Some of the laws allow some exemptions for Christian and "Western" cultural traditions. None of the laws explicitly target the headscarf, but parliamentary debates and official explanatory documents prior to their introduction make clear that the headscarf is the focus. Every court case about the restrictions (the most recent ruling was on January 26, 2009, on a case in Baden-Württemberg) has concerned the headscarf issue.

"The claim that these restrictions don't discriminate doesn't stand up," said Chahrokh, "In practice, the only people affected by them are Muslim women who wear the headscarf."

Human Rights Watch has repeatedly criticized governments such as Afghanistan, Saudi Arabia, and Iran when they force women to wear religious clothing. But laws such as those in German states, which exclude women who wear the headscarf from public employment, run afoul of the same international standards, undercutting women's autonomy, their right to privacy, self expression and religious freedom in a similar way.

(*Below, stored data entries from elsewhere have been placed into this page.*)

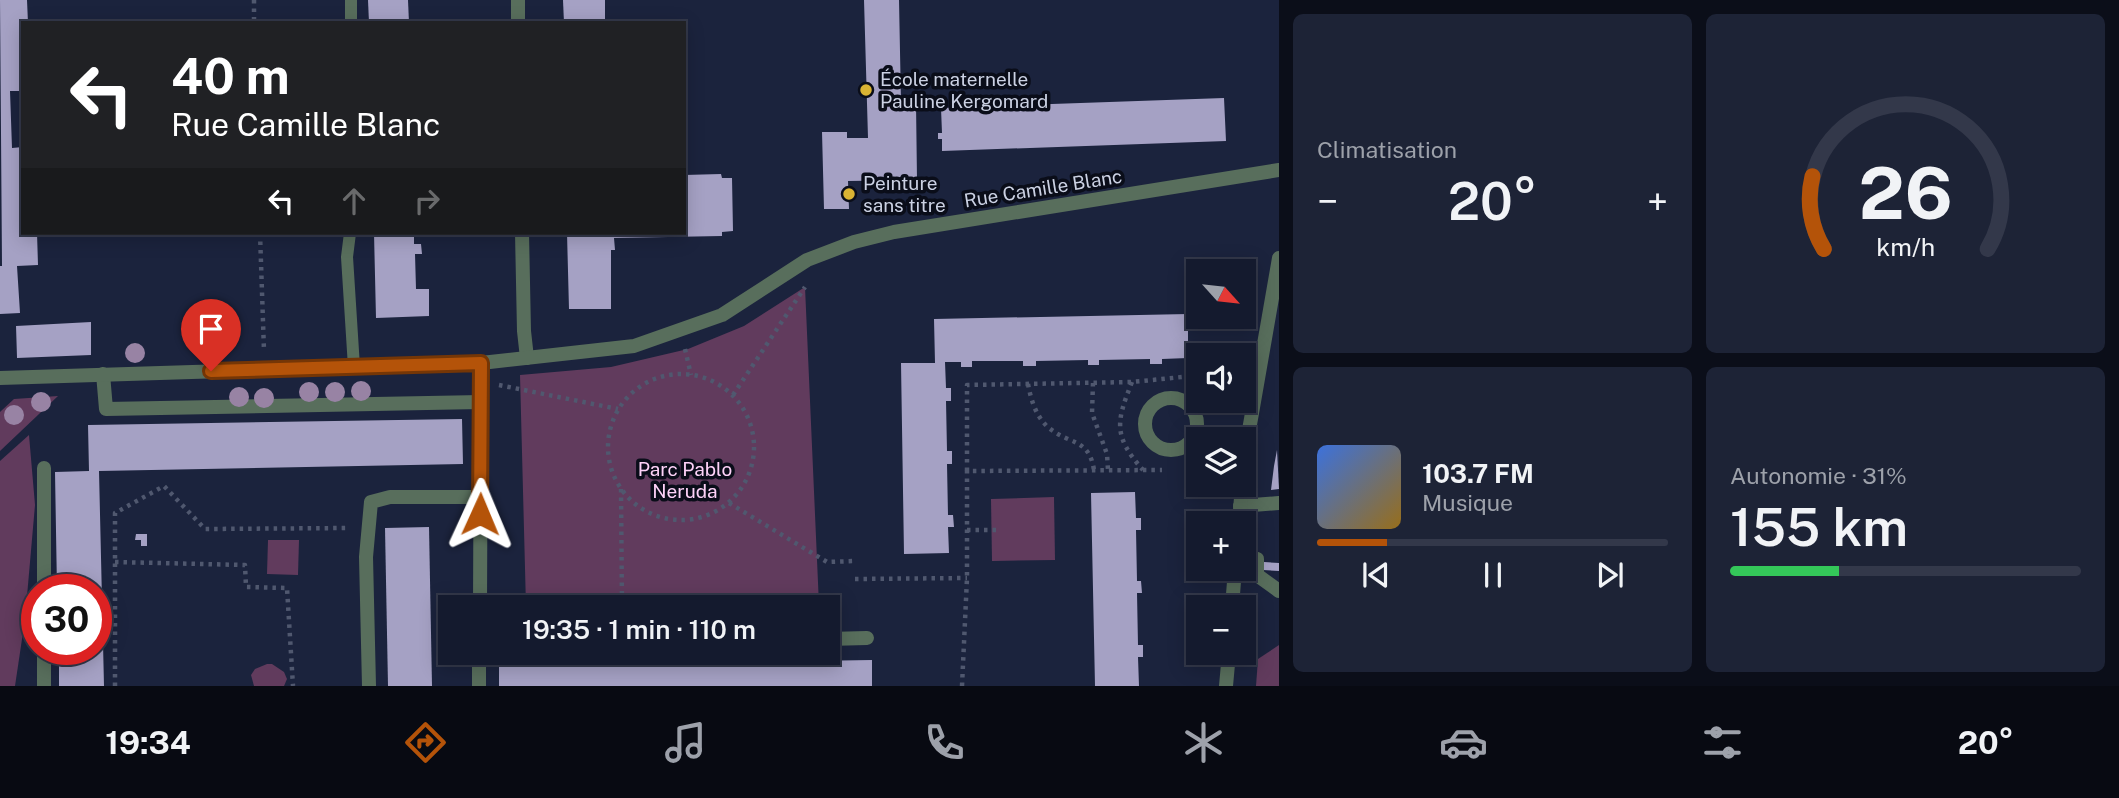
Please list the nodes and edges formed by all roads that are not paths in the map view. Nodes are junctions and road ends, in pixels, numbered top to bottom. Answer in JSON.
{"nodes":[{"id":1,"x":351,"y":0,"type":"edge"},
{"id":2,"x":517,"y":0,"type":"edge"},
{"id":3,"x":351,"y":21,"type":"edge"},
{"id":4,"x":518,"y":21,"type":"edge"},
{"id":5,"x":1279,"y":170,"type":"edge"},
{"id":6,"x":350,"y":235,"type":"edge"},
{"id":7,"x":522,"y":235,"type":"edge"},
{"id":8,"x":1279,"y":258,"type":"edge"},
{"id":9,"x":527,"y":358,"type":"junction"},
{"id":10,"x":481,"y":363,"type":"junction"},
{"id":11,"x":354,"y":367,"type":"junction"},
{"id":12,"x":103,"y":374,"type":"junction"},
{"id":13,"x":0,"y":378,"type":"edge"},
{"id":14,"x":481,"y":402,"type":"junction"},
{"id":15,"x":1250,"y":427,"type":"edge"},
{"id":16,"x":44,"y":468,"type":"dead end"},
{"id":17,"x":1241,"y":497,"type":"edge"},
{"id":18,"x":481,"y":498,"type":"junction"},
{"id":19,"x":1279,"y":503,"type":"edge"},
{"id":20,"x":1240,"y":506,"type":"junction"},
{"id":21,"x":1239,"y":511,"type":"edge"},
{"id":22,"x":1256,"y":559,"type":"edge"},
{"id":23,"x":44,"y":574,"type":"edge"},
{"id":24,"x":1279,"y":591,"type":"edge"},
{"id":25,"x":480,"y":595,"type":"edge"},
{"id":26,"x":867,"y":638,"type":"dead end"},
{"id":27,"x":840,"y":639,"type":"edge"},
{"id":28,"x":44,"y":665,"type":"edge"},
{"id":29,"x":479,"y":665,"type":"edge"},
{"id":30,"x":1228,"y":665,"type":"edge"},
{"id":31,"x":44,"y":686,"type":"edge"},
{"id":32,"x":369,"y":686,"type":"edge"},
{"id":33,"x":479,"y":686,"type":"edge"},
{"id":34,"x":1226,"y":686,"type":"edge"}],
"edges":[{"from":1,"to":3,"type":"lane"},
{"from":2,"to":4,"type":"street"},
{"from":5,"to":9,"type":"street","name":"Rue Camille Blanc"},
{"from":6,"to":11,"type":"lane"},
{"from":7,"to":9,"type":"street"},
{"from":8,"to":15,"type":"street"},
{"from":9,"to":10,"type":"street","name":"Rue Camille Blanc"},
{"from":10,"to":11,"type":"street","name":"Rue Camille Blanc"},
{"from":10,"to":14,"type":"street"},
{"from":11,"to":12,"type":"street","name":"Rue Camille Blanc"},
{"from":12,"to":13,"type":"street","name":"Rue Camille Blanc"},
{"from":12,"to":14,"type":"street"},
{"from":14,"to":18,"type":"street"},
{"from":16,"to":23,"type":"street"},
{"from":17,"to":20,"type":"street"},
{"from":18,"to":25,"type":"street"},
{"from":18,"to":32,"type":"street"},
{"from":19,"to":20,"type":"street"},
{"from":20,"to":21,"type":"street"},
{"from":22,"to":24,"type":"street"},
{"from":26,"to":27,"type":"street"},
{"from":28,"to":31,"type":"street"},
{"from":29,"to":33,"type":"street"},
{"from":30,"to":34,"type":"street"}]}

The research for the report included interviews with Muslim women in Germany affected by the ban. It documents the profound effect of the bans on women's lives. The laws in all eight states effectively prohibit women who wear the headscarf from working as teachers. Teachers wearing the headscarf have been told to remove it and been have subject to disciplinary action if they refused. 

If a teacher refuses to remove her headscarf and subsequently is unsuccessful in court proceedings, she runs the risk of losing her civil servant status and of being removed from her teaching position. Muslim trainee teachers cannot find employment as public school teachers after successful completion of their education unless they remove their headscarves.

State officials justify the restrictions on the basis that teachers have a duty to ensure that schools remain neutral on questions of religion and ideology. But there is no evidence that the teachers' conduct violated that duty. Instead, the bans are based on the notion that merely wearing the headscarf places neutrality at risk.

"People should be judged on the basis of their conduct, not views imputed to them by virtue of a religious symbol they wear," said Chahrokh. "If there are concrete concerns about individuals, they should be addressed through ordinary disciplinary procedures, on a case-by-case basis."

Some of the teachers affected told Human Rights Watch that they had offered to wear alternatives to the headscarf, such as large hats, or to tie the scarves in atypical styles, but that these offers were rejected. As a result of the bans, some of the women left their home states or Germany altogether, while others felt compelled to remove their headscarf to keep their jobs, after years of studies and investment in developing their skills. They complained of feeling alienated and excluded, even though many have lived in Germany all their lives.

Proponents of restrictions on the headscarf frequently argue that bans protect women from oppression and empower them. The women interviewed by Human Rights Watch said they had all freely chosen to wear the headscarf. Even for women who are pressed to wear a headscarf, but are able to become teachers, blocking access to their profession will not protect them from oppression. Some affected women pointed out that, far from empowering them, the bans had led to deterioration in their social position. In the words of one woman: "As long as we were cleaning in schools, nobody had a problem with the headscarf."

Human Rights Watch calls on state governments to revise and repeal legislation on prohibition of religious dress and symbols and ensure that their legislation and procedures comply with Germany's international human rights obligations. The German states should guarantee in particular that regulations do not discriminate on grounds of gender or religion and that freedom of religion and expression are fully protected.